Тайлуг протянул руку и тут же отдернул назад.
«Отравить решили», — мелькнула нехорошая мысль.
— Ты чего? — удивленно поднял густые брови одноглазый. — Не голоден? Или отвык от хорошей еды?
— С чего бы такие блага? — с подозрением в голосе спросил Тайлуг. — Решили отправить меня в Дхор, наградив удовольствием вкусить приятные яства?
— Ээээ… Так ты полагаешь, что я тебя отравить вознамерился? — спросил одноглазый после короткой паузы. Смерти боишься? А в народе говорят, что ты бесстрашен, и смерть боится тебя. Чему мне теперь верить?
— Чему хочешь тому и верь. Я не боюсь смерти, ибо смерть это новое рождение для праведных. Но я не желаю уйти из Эгириса, не отомстив подлым мерзавцам.
— Кому ты желаешь отомстить?
— Будто ты не знаешь. А если не знаешь, то спроси того, кто послал тебя с ядом ко мне.
— С ядом? — одноглазый усмехнулся. — Вот так всегда. Желаешь сделать доброе дело, а тебя обвинят во зле. Уж такова жизнь. Но смотри же, если не веришь мне.
С этими словами он отломил кусок лепешки и отправил себе в рот, с насмешкой глядя на Тайлуга. Затем прихватил кусок мяса.
— Эй, хватит, — Тайлуг протянул руку, жадно подаваясь вперед. — Ты так все сожрешь. Давай сюда.
— Еще чего, — одноглазый ощерился сквозь густую бороду. — А где благодарное слово?
— Кто ты такой? — настороженно спросил Тайлуг и жадно впился зубами в мясо.

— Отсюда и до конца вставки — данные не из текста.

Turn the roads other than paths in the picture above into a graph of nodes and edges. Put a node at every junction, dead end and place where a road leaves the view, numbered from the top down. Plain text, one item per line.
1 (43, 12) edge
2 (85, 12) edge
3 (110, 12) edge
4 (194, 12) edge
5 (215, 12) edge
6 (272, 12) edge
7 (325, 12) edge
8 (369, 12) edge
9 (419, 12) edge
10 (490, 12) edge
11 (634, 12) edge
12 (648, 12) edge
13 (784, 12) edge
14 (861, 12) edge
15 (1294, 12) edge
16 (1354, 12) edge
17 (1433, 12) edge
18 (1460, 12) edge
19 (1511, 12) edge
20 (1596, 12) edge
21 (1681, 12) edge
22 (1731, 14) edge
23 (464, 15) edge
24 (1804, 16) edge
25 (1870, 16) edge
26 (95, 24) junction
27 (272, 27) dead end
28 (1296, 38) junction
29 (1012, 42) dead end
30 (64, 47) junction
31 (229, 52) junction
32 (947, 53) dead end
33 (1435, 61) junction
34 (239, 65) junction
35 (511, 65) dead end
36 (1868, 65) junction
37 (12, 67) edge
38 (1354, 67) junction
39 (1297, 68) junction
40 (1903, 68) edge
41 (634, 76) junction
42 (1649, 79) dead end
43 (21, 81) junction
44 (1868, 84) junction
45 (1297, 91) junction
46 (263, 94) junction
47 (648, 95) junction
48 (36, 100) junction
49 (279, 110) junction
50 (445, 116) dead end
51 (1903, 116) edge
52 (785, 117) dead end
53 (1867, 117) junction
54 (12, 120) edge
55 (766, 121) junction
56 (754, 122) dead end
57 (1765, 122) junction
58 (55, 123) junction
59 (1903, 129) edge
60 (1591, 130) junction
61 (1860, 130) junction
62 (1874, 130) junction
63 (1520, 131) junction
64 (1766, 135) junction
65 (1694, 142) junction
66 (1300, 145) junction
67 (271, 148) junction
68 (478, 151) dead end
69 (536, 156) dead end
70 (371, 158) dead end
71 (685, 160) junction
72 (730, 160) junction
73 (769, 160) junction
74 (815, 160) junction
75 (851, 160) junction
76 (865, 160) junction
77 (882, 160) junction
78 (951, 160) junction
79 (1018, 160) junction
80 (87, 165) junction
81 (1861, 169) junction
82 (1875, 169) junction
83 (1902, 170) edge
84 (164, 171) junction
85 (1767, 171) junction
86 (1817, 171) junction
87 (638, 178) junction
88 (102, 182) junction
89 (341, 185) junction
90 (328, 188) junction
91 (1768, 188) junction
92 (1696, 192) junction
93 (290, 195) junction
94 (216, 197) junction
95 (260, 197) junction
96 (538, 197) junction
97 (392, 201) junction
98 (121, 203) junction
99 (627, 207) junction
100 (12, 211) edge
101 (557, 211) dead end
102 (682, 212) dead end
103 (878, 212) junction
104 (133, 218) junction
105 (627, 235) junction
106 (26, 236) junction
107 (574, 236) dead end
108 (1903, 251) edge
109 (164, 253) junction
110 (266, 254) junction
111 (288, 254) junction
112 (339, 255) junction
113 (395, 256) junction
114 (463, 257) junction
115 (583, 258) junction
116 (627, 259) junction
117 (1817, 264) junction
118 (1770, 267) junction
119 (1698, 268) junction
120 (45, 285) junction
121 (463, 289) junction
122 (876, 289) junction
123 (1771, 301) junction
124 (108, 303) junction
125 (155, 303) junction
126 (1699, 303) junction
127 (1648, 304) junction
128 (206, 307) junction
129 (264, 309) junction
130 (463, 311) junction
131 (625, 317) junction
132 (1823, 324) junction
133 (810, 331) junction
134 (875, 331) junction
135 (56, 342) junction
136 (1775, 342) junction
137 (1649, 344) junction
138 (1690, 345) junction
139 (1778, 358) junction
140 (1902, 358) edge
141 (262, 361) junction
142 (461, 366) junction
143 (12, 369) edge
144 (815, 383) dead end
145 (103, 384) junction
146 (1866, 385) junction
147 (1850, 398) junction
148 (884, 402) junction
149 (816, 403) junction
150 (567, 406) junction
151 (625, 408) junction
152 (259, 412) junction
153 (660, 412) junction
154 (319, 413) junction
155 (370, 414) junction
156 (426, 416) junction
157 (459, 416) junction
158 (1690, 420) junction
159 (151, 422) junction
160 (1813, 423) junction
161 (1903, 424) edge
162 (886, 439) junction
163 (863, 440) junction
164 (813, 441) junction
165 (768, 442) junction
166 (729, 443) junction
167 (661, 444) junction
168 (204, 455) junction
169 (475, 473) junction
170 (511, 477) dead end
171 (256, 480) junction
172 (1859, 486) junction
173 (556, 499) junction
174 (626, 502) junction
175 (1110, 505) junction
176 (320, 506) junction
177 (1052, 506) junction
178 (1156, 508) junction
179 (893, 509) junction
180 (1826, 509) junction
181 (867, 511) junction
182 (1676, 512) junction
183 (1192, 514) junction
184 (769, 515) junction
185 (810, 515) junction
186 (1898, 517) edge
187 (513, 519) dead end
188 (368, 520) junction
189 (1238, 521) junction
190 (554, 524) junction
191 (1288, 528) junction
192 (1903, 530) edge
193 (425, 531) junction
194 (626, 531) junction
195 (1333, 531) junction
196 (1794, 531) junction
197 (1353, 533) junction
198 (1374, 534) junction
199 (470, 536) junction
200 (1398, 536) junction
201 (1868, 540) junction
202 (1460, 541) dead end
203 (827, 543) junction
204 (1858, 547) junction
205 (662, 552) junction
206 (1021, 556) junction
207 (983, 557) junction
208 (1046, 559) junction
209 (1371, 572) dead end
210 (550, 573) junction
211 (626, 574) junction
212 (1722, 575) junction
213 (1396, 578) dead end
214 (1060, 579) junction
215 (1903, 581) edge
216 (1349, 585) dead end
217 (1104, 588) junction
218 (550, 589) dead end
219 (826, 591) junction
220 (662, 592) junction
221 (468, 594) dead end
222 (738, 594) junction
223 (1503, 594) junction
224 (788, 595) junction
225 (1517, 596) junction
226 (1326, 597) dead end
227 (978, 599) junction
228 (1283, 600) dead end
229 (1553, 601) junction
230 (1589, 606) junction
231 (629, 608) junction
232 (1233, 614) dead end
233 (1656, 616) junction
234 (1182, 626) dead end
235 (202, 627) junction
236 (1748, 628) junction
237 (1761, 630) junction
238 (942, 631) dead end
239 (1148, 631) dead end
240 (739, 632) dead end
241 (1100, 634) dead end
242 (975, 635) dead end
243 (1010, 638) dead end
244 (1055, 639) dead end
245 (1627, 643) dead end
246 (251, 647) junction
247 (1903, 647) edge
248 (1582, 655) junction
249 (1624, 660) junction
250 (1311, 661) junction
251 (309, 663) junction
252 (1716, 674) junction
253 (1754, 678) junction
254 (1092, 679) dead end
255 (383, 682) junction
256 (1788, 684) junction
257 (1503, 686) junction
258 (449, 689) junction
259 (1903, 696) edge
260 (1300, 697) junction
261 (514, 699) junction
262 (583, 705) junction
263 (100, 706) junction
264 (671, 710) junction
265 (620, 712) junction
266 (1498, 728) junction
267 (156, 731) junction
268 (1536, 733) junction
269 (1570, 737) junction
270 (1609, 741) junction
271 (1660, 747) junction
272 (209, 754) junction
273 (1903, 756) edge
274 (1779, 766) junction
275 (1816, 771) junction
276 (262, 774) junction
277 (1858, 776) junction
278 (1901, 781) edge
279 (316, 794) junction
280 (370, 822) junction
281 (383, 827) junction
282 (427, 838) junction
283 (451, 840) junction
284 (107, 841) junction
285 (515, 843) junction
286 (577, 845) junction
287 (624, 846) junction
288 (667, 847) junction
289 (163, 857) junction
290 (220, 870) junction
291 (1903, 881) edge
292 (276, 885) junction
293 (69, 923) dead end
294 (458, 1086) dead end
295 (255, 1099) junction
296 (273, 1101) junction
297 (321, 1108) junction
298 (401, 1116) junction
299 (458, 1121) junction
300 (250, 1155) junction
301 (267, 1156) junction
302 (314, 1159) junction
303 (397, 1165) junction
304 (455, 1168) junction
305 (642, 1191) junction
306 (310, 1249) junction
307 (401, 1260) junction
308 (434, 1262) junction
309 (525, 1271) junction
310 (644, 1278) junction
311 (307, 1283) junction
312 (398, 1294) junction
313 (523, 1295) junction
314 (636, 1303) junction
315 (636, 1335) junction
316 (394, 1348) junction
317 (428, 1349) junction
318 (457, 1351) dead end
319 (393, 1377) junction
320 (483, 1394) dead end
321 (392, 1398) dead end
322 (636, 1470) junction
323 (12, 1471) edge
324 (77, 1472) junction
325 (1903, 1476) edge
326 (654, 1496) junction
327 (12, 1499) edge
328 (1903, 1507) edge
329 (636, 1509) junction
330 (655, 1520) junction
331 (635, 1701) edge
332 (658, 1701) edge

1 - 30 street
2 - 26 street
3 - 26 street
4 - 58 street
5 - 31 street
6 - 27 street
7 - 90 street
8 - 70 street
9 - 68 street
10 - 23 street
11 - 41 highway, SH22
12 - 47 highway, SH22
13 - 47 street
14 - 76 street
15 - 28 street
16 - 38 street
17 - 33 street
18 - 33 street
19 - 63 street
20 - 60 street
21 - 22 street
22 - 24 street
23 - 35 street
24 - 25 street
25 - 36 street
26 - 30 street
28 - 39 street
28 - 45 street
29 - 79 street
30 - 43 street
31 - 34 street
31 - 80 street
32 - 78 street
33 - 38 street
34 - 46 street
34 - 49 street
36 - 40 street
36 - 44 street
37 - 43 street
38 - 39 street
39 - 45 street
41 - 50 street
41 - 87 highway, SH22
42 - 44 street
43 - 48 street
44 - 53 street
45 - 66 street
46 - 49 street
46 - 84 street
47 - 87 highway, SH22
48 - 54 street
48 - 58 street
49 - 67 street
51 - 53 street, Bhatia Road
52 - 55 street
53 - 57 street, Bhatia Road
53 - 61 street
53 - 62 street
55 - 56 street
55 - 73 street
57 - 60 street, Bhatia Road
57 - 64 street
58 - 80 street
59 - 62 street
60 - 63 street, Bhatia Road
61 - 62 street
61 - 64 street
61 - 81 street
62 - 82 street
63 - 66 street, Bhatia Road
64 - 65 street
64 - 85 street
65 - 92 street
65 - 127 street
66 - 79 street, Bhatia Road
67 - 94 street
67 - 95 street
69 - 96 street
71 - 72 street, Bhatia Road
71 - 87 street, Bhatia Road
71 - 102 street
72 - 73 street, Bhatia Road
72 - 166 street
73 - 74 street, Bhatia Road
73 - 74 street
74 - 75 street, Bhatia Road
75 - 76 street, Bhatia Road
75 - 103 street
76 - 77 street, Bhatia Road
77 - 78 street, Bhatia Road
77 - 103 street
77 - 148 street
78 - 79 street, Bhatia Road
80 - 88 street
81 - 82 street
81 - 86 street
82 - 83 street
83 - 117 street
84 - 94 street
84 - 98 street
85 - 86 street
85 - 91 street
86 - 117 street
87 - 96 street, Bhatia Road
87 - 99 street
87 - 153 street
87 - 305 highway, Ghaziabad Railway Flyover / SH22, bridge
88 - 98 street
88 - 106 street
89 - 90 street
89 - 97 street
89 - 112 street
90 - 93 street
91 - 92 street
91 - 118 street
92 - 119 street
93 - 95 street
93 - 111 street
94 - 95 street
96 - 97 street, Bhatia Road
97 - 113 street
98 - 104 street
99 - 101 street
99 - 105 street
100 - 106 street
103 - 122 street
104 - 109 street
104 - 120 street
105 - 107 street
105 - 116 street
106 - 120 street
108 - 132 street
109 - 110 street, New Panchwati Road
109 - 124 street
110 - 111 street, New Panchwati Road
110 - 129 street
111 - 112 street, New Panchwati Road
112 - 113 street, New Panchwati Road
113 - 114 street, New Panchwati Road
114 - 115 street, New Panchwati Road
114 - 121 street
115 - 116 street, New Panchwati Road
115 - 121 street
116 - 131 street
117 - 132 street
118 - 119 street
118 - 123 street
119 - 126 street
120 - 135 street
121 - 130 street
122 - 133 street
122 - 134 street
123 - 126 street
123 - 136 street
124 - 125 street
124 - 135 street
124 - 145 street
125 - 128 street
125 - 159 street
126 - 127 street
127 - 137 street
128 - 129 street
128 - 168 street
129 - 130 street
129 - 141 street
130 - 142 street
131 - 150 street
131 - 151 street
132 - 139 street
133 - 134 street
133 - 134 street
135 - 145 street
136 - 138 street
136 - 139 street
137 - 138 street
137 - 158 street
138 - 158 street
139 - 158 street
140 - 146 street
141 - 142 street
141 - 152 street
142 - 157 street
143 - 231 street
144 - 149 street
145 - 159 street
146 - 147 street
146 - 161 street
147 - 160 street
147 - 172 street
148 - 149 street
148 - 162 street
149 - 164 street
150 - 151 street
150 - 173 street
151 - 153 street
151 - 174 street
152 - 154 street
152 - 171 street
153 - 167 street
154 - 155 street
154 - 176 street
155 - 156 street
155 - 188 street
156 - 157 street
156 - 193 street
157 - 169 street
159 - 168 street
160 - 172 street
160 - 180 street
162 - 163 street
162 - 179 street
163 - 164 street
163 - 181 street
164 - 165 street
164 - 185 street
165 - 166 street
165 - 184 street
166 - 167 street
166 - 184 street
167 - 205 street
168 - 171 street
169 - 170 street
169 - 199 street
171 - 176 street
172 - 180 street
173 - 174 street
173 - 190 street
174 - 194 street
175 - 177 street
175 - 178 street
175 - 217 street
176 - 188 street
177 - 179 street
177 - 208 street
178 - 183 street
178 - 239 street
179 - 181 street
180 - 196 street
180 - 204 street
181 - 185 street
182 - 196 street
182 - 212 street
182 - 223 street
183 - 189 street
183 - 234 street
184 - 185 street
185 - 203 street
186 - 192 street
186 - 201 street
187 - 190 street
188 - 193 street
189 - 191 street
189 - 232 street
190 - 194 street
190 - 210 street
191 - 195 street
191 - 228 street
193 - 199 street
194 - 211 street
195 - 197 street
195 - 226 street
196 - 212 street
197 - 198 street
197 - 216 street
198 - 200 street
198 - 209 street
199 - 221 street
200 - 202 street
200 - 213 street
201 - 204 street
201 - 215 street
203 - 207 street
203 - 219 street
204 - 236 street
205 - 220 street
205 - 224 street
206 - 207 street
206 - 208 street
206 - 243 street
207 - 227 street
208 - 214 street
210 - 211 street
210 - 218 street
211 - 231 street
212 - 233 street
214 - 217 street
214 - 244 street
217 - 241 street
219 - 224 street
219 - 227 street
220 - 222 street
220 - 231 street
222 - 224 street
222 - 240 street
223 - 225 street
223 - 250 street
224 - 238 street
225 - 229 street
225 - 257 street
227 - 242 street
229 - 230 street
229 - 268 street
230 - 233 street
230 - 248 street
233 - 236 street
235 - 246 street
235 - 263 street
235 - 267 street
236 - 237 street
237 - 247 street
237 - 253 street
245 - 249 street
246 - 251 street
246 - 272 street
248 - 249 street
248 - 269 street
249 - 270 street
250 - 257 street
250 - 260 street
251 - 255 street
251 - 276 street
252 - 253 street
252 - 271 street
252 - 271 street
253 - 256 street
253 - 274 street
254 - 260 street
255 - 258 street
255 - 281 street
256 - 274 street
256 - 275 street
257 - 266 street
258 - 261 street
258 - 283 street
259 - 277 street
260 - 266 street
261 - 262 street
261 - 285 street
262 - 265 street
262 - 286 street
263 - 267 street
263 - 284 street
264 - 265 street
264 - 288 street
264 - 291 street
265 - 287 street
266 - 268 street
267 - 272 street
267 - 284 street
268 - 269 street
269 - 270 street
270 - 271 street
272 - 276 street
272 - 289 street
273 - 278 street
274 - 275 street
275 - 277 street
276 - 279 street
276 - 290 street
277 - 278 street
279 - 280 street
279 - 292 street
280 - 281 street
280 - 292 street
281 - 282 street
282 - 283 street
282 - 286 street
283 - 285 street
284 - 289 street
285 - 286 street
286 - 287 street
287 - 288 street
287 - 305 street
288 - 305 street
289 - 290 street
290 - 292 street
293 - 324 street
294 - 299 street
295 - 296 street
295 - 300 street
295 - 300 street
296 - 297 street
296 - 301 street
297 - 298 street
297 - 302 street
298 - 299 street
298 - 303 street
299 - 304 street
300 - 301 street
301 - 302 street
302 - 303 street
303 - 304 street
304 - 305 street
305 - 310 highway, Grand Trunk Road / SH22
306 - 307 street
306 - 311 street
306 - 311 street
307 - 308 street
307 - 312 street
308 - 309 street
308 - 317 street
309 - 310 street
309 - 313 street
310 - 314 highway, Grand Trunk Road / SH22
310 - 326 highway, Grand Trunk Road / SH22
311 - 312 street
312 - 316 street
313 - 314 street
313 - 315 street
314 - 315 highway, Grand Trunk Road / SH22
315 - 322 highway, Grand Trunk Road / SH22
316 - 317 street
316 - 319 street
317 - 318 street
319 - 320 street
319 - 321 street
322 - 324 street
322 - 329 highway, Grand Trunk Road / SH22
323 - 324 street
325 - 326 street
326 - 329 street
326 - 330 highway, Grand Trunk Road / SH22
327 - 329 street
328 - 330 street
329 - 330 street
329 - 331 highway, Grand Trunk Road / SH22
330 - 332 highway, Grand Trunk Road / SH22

— Не узнаешь меня? — невесело усмехнулся незнакомец. — Время меняет нас. Я уже стар, да и острая сталь изменила до неузнаваемости мой лик. Я Дзен. Бывший командир третьей хуги седьмого хугатона Тигр. Я бился вместе с тобою против зергов в долине реки Хель.
— Дзен? — Тайлуг недоверчиво посмотрел на сгорбленного старого человека. В нем ничего не осталось от облика того доблестного гетальпа, ведущего за собой бойцов в битву. — Дзен? Это ты? Я помню этот день! Я помню ту мою первую битву, будто это было вчера! Но, что произошло? Почему ты здесь в этих стенах?
— Долго рассказывать, — печально улыбнулся Дзен. — Жизнь коварная штука. Я был воином. Теперь я твой тюремщик.
— Мой тюремщик? А где прежний тюремщик? Где этот шакал?
— Кто-то прирезал его, — ухмыльнулся Дзен. — Теперь я буду присматривать за тобой. Помню тебя, как доблестного воина. Но как ты мог стать изменником?
— Я не изменник, — возразил Тайлуг.
— Все преступники отрицают свою вину, — уверенно произнес Дзен. — Человек существо непостоянное. Зачастую его деяния во многом зависят от жизненных обстоятельств. Вчера он был герой, а завтра становится преступником. Такова жизнь.
— Я не преступник, — мотнул головой Тайлуг.
— Понимаю, — кивнул Дзен. — Порой человек сам не желает себе признаваться в том, что совершил. Так ему удобнее. Ты преступник, но я помню твою доблесть воина и сделаю все, чтобы твои последние дни были не столь мрачны. В лучшую камеру я тебя не переведу. Сюда тебя определил Та-Зам. Так, что придется тебе здесь коротать свое последнее время. Но кормить хорошо и свежую воду тебе буду давать, дабы ты на своих ногах смог пройти свой последний путь.
Спасибо и на том, — произнес Тайлуг, проглатывая последний кусок лепешки. — Ты заходи почаще. Мне будет с кем скоротать время до моего последнего дня.
— До встречи, кронгетальп, — с этими словами Дзен развернулся и, прихрамывая на левую ногу, направился к выходу.